Collected data entries:
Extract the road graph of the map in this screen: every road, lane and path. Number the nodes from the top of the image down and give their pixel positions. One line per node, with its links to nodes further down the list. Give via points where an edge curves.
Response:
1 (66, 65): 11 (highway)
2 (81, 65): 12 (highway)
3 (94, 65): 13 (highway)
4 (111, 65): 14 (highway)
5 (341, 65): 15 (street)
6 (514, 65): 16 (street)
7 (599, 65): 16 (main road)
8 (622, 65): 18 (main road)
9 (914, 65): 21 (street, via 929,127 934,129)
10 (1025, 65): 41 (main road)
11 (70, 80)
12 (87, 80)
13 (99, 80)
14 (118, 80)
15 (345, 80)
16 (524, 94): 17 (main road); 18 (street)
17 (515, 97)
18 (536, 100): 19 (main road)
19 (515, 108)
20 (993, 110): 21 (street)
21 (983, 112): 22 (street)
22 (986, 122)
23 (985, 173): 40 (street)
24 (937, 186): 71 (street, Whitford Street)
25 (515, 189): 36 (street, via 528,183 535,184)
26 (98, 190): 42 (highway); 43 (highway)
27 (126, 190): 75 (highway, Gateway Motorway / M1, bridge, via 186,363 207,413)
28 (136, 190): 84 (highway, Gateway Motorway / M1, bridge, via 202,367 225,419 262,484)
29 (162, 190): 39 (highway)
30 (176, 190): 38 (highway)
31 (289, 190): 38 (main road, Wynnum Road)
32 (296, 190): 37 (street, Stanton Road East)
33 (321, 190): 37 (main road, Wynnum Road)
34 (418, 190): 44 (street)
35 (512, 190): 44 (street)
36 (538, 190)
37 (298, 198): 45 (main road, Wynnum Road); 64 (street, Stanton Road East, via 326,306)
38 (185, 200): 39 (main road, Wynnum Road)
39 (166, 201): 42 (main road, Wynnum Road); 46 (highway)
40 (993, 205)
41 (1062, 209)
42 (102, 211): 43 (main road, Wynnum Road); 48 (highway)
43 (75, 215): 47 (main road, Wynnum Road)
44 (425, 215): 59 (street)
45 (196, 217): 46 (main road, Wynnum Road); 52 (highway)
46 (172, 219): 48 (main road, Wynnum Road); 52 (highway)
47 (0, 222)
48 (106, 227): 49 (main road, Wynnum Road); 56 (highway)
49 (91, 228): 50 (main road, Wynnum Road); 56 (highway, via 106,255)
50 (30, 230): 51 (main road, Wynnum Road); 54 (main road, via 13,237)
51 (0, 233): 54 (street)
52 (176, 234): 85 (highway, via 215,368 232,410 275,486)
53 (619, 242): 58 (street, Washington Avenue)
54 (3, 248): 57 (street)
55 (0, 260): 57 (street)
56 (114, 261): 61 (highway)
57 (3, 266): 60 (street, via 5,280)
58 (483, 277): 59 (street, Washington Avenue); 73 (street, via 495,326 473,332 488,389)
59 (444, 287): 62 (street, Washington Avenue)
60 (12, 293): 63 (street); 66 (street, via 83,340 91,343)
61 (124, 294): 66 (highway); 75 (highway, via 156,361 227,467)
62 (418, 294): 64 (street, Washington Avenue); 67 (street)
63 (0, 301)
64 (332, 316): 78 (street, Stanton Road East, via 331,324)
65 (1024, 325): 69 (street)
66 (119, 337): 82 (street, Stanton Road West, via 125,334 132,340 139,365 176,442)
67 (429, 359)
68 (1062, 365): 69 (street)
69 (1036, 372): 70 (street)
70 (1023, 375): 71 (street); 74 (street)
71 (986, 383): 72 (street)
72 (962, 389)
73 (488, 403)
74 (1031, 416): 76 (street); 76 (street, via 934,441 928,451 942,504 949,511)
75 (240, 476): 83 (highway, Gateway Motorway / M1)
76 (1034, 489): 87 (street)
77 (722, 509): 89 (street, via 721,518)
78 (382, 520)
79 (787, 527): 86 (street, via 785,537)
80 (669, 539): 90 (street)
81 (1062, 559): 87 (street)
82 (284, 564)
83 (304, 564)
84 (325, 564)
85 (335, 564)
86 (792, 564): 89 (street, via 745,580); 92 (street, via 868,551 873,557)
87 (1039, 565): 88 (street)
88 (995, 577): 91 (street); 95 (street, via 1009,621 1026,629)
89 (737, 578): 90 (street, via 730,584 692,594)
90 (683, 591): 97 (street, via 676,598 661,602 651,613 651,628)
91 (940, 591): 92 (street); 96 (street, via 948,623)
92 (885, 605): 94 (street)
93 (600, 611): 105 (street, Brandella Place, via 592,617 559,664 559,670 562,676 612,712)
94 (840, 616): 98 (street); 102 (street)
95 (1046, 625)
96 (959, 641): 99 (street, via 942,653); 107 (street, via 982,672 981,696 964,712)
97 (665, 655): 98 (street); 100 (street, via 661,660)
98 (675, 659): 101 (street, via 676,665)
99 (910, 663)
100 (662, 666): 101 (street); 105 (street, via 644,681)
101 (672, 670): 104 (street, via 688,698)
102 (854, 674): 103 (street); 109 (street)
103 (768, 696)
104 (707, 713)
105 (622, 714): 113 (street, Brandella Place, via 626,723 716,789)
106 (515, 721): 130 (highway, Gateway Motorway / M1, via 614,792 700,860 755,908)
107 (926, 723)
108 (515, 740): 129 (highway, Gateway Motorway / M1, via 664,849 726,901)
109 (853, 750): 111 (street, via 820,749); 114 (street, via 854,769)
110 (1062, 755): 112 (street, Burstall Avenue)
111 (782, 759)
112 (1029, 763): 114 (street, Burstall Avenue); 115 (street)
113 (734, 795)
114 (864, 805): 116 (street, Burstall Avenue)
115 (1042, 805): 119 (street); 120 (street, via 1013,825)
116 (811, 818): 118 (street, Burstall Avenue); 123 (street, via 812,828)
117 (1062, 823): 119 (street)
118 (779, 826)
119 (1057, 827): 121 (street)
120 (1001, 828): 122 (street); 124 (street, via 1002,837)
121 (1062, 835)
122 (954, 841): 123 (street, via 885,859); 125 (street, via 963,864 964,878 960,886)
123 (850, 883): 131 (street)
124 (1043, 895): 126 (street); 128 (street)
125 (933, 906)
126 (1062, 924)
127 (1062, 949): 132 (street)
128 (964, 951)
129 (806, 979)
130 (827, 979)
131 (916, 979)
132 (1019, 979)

--- WORK TASK ---
Set down every record above, word for word.

--- REPLY ---
Extract the road graph of the map in this screen: every road, lane and path. Number the nodes from the top of the image down and give their pixel positions. One line per node, with its links to nodes further down the list. Give via points where an edge curves.
Response:
1 (66, 65): 11 (highway)
2 (81, 65): 12 (highway)
3 (94, 65): 13 (highway)
4 (111, 65): 14 (highway)
5 (341, 65): 15 (street)
6 (514, 65): 16 (street)
7 (599, 65): 16 (main road)
8 (622, 65): 18 (main road)
9 (914, 65): 21 (street, via 929,127 934,129)
10 (1025, 65): 41 (main road)
11 (70, 80)
12 (87, 80)
13 (99, 80)
14 (118, 80)
15 (345, 80)
16 (524, 94): 17 (main road); 18 (street)
17 (515, 97)
18 (536, 100): 19 (main road)
19 (515, 108)
20 (993, 110): 21 (street)
21 (983, 112): 22 (street)
22 (986, 122)
23 (985, 173): 40 (street)
24 (937, 186): 71 (street, Whitford Street)
25 (515, 189): 36 (street, via 528,183 535,184)
26 (98, 190): 42 (highway); 43 (highway)
27 (126, 190): 75 (highway, Gateway Motorway / M1, bridge, via 186,363 207,413)
28 (136, 190): 84 (highway, Gateway Motorway / M1, bridge, via 202,367 225,419 262,484)
29 (162, 190): 39 (highway)
30 (176, 190): 38 (highway)
31 (289, 190): 38 (main road, Wynnum Road)
32 (296, 190): 37 (street, Stanton Road East)
33 (321, 190): 37 (main road, Wynnum Road)
34 (418, 190): 44 (street)
35 (512, 190): 44 (street)
36 (538, 190)
37 (298, 198): 45 (main road, Wynnum Road); 64 (street, Stanton Road East, via 326,306)
38 (185, 200): 39 (main road, Wynnum Road)
39 (166, 201): 42 (main road, Wynnum Road); 46 (highway)
40 (993, 205)
41 (1062, 209)
42 (102, 211): 43 (main road, Wynnum Road); 48 (highway)
43 (75, 215): 47 (main road, Wynnum Road)
44 (425, 215): 59 (street)
45 (196, 217): 46 (main road, Wynnum Road); 52 (highway)
46 (172, 219): 48 (main road, Wynnum Road); 52 (highway)
47 (0, 222)
48 (106, 227): 49 (main road, Wynnum Road); 56 (highway)
49 (91, 228): 50 (main road, Wynnum Road); 56 (highway, via 106,255)
50 (30, 230): 51 (main road, Wynnum Road); 54 (main road, via 13,237)
51 (0, 233): 54 (street)
52 (176, 234): 85 (highway, via 215,368 232,410 275,486)
53 (619, 242): 58 (street, Washington Avenue)
54 (3, 248): 57 (street)
55 (0, 260): 57 (street)
56 (114, 261): 61 (highway)
57 (3, 266): 60 (street, via 5,280)
58 (483, 277): 59 (street, Washington Avenue); 73 (street, via 495,326 473,332 488,389)
59 (444, 287): 62 (street, Washington Avenue)
60 (12, 293): 63 (street); 66 (street, via 83,340 91,343)
61 (124, 294): 66 (highway); 75 (highway, via 156,361 227,467)
62 (418, 294): 64 (street, Washington Avenue); 67 (street)
63 (0, 301)
64 (332, 316): 78 (street, Stanton Road East, via 331,324)
65 (1024, 325): 69 (street)
66 (119, 337): 82 (street, Stanton Road West, via 125,334 132,340 139,365 176,442)
67 (429, 359)
68 (1062, 365): 69 (street)
69 (1036, 372): 70 (street)
70 (1023, 375): 71 (street); 74 (street)
71 (986, 383): 72 (street)
72 (962, 389)
73 (488, 403)
74 (1031, 416): 76 (street); 76 (street, via 934,441 928,451 942,504 949,511)
75 (240, 476): 83 (highway, Gateway Motorway / M1)
76 (1034, 489): 87 (street)
77 (722, 509): 89 (street, via 721,518)
78 (382, 520)
79 (787, 527): 86 (street, via 785,537)
80 (669, 539): 90 (street)
81 (1062, 559): 87 (street)
82 (284, 564)
83 (304, 564)
84 (325, 564)
85 (335, 564)
86 (792, 564): 89 (street, via 745,580); 92 (street, via 868,551 873,557)
87 (1039, 565): 88 (street)
88 (995, 577): 91 (street); 95 (street, via 1009,621 1026,629)
89 (737, 578): 90 (street, via 730,584 692,594)
90 (683, 591): 97 (street, via 676,598 661,602 651,613 651,628)
91 (940, 591): 92 (street); 96 (street, via 948,623)
92 (885, 605): 94 (street)
93 (600, 611): 105 (street, Brandella Place, via 592,617 559,664 559,670 562,676 612,712)
94 (840, 616): 98 (street); 102 (street)
95 (1046, 625)
96 (959, 641): 99 (street, via 942,653); 107 (street, via 982,672 981,696 964,712)
97 (665, 655): 98 (street); 100 (street, via 661,660)
98 (675, 659): 101 (street, via 676,665)
99 (910, 663)
100 (662, 666): 101 (street); 105 (street, via 644,681)
101 (672, 670): 104 (street, via 688,698)
102 (854, 674): 103 (street); 109 (street)
103 (768, 696)
104 (707, 713)
105 (622, 714): 113 (street, Brandella Place, via 626,723 716,789)
106 (515, 721): 130 (highway, Gateway Motorway / M1, via 614,792 700,860 755,908)
107 (926, 723)
108 (515, 740): 129 (highway, Gateway Motorway / M1, via 664,849 726,901)
109 (853, 750): 111 (street, via 820,749); 114 (street, via 854,769)
110 (1062, 755): 112 (street, Burstall Avenue)
111 (782, 759)
112 (1029, 763): 114 (street, Burstall Avenue); 115 (street)
113 (734, 795)
114 (864, 805): 116 (street, Burstall Avenue)
115 (1042, 805): 119 (street); 120 (street, via 1013,825)
116 (811, 818): 118 (street, Burstall Avenue); 123 (street, via 812,828)
117 (1062, 823): 119 (street)
118 (779, 826)
119 (1057, 827): 121 (street)
120 (1001, 828): 122 (street); 124 (street, via 1002,837)
121 (1062, 835)
122 (954, 841): 123 (street, via 885,859); 125 (street, via 963,864 964,878 960,886)
123 (850, 883): 131 (street)
124 (1043, 895): 126 (street); 128 (street)
125 (933, 906)
126 (1062, 924)
127 (1062, 949): 132 (street)
128 (964, 951)
129 (806, 979)
130 (827, 979)
131 (916, 979)
132 (1019, 979)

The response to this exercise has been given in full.